Next, a schoolmaster unveiled mysteries
and processes of love which were unknown in the country, but infallible, so he
declared; but none of them had the desired effect. Then the priest advised them
to make a pilgrimage to the shrine at Fecamp. Rose went with the crowd and
prostrated herself in the abbey, and, mingling her prayers with the coarse
desires of the peasants around her, she prayed that she might be fruitful a
second time; but it was in vain, and then she thought that she was being
punished for her first fault, and she was seized by terrible grief. She was
wasting away with sorrow; her husband was also aging prematurely, and was
wearing himself out in useless hopes.
Then war broke out between them; he called
her names and beat her. They quarrelled all day long, and when they were in
their room together at night he flung insults and obscenities at her, choking
with rage, until one night, not being able to think of any means of making her
suffer more he ordered her to get up and go and stand out of doors in the rain
until daylight. As she did not obey him, he seized her by the neck and began to
strike her in the face with his fists, but she said nothing and did not move.

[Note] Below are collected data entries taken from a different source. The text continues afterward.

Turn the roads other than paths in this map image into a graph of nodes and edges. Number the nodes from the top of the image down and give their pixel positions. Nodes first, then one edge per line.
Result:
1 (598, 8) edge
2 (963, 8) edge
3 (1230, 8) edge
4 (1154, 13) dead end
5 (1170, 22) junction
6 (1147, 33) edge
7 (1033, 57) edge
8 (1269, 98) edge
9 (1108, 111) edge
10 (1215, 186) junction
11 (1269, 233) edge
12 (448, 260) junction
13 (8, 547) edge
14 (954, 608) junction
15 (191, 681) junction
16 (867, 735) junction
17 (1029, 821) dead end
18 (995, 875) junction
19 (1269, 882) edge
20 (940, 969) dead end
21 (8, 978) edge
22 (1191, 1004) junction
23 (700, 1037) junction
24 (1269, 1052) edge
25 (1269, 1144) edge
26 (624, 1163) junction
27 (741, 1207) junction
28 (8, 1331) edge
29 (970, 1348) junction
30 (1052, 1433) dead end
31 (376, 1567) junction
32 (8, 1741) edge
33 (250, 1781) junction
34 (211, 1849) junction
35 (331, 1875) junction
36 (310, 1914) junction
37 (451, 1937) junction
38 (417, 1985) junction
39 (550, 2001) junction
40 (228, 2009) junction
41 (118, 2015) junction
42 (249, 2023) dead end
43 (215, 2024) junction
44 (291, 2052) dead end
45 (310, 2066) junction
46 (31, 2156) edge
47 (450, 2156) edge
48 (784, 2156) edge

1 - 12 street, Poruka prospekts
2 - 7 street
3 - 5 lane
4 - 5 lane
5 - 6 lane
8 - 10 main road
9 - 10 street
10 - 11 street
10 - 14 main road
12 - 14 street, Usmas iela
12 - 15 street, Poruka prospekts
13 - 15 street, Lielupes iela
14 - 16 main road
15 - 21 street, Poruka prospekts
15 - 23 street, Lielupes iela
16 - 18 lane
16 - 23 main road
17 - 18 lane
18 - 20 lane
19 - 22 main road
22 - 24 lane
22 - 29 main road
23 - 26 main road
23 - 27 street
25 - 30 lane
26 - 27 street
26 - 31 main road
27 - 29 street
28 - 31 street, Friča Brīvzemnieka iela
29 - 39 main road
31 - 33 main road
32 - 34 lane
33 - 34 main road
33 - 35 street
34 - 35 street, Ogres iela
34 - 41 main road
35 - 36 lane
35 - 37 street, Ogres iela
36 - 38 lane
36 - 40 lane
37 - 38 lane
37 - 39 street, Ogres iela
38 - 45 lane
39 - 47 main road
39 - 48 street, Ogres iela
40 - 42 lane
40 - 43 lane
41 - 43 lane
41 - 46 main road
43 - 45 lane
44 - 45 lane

In his exasperation he knelt on her stomach, and with clenched teeth, and mad
with rage, he began to beat her. Then in her despair she rebelled, and flinging
him against the wall with a furious gesture, she sat up, and in an altered
voice she hissed: "I have had a child, I have had one! I had it by
Jacques; you know Jacques. He promised to marry me, but he left this
neighborhood without keeping his word."
The man was thunderstruck and could
hardly speak, but at last he stammered out: "What are you saying? What are
you saying?" Then she began to sob, and amid her tears she continued:
"That was the reason why I did not want to marry you. I could not tell
you, for you would have left me without any bread for my child. You have never
had any children, so you cannot understand, you cannot understand!"
He said again, mechanically, with
increasing surprise: "You have a child? You have a child?"
"You took me by force,
as I suppose you know? I did not want to marry you," she said, still
sobbing.
Then he got up, lit the candle, and
began to walk up and down, with his arms behind him. She was cowering on the
bed and crying, and suddenly he stopped in front of her, and said: "Then
it is my fault that you have no children?" She gave him no answer, and he
began to walk up and down again, and then, stopping again, he continued:
"How old is your child?" "Just six," she whispered.
"Why did you not tell me about it?" he asked. "How could
I?" she replied, with a sigh.
He remained standing, motionless.
"Come, get up," he said. She got up with some difficulty, and then,
when she was standing on the floor, he suddenly began to laugh with the hearty
laugh of his good days, and, seeing how surprised she was, he added: "Very
well, we will go and fetch the child, as you and I can have none
together."
She was so scared that if she had had
the strength she would assuredly have run away, but the farmer rubbed his hands
and said: "I wanted to adopt one, and now we have found one. I asked the
cure about an orphan some time ago."
Then, still laughing, he kissed his
weeping and agitated wife on both cheeks, and shouted out, as though she could
not hear him: "Come along, mother, we will go and see whether there is any
soup left; I should not mind a plateful."
She put on her petticoat and they went
downstairs; and While she was kneeling in front of the
fireplace and lighting the fire under the saucepan, he continued to walk up and
down the kitchen with long strides, repeating:
"Well, I am really glad
of this; I am not saying it for form's sake, but I am glad, I am really very
glad."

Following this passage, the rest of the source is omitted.